##### Data extracts #####
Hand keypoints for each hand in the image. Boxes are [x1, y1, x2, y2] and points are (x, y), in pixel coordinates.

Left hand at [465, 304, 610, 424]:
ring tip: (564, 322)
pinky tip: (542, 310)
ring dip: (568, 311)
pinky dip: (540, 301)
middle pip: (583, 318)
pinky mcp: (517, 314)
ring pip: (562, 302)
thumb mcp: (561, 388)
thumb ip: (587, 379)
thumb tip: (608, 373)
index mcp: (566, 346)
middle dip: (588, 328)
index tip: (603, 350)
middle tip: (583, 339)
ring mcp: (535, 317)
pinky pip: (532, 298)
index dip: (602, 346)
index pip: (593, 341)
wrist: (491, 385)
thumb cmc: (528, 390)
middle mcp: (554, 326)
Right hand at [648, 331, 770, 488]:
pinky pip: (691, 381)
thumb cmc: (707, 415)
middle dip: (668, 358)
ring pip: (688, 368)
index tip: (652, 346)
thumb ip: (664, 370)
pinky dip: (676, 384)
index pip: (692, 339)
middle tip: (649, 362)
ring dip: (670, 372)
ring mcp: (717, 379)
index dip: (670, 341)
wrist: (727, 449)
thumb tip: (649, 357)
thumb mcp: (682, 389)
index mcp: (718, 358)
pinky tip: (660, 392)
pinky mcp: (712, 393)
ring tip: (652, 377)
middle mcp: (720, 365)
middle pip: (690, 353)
#####
##### Data extracts #####
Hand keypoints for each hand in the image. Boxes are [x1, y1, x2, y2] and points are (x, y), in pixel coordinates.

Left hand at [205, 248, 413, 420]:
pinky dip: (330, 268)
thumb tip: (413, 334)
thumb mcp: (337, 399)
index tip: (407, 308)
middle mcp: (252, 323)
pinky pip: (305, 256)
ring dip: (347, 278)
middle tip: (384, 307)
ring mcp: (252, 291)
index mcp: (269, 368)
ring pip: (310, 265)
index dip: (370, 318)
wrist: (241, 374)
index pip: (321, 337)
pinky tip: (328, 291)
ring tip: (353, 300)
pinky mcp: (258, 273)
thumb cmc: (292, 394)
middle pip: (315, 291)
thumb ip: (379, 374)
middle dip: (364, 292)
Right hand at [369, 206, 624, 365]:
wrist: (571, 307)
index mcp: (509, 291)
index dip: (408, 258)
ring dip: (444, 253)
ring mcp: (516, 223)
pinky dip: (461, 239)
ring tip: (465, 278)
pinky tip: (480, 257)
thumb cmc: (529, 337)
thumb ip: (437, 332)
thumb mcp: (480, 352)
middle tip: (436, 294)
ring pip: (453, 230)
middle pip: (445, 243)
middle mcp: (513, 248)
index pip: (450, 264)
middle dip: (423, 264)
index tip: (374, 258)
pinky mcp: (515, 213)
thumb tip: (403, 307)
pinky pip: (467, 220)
#####
Exercise prompt:
Reproduce, word for word and in full, only the lines above that start at the line with "middle pip: (583, 318)" and run through the line with "ring pip: (688, 368)", both ends included.

Solution:
middle pip: (583, 318)
pinky mcp: (517, 314)
ring pip: (562, 302)
thumb mcp: (561, 388)
thumb ip: (587, 379)
thumb tip: (608, 373)
index mcp: (566, 346)
middle dip: (588, 328)
index tip: (603, 350)
middle tip: (583, 339)
ring mcp: (535, 317)
pinky pip: (532, 298)
index dip: (602, 346)
index pip: (593, 341)
wrist: (491, 385)
thumb cmc: (528, 390)
middle mcp: (554, 326)
Right hand at [648, 331, 770, 488]:
pinky pip: (691, 381)
thumb cmc: (707, 415)
middle dip: (668, 358)
ring pip: (688, 368)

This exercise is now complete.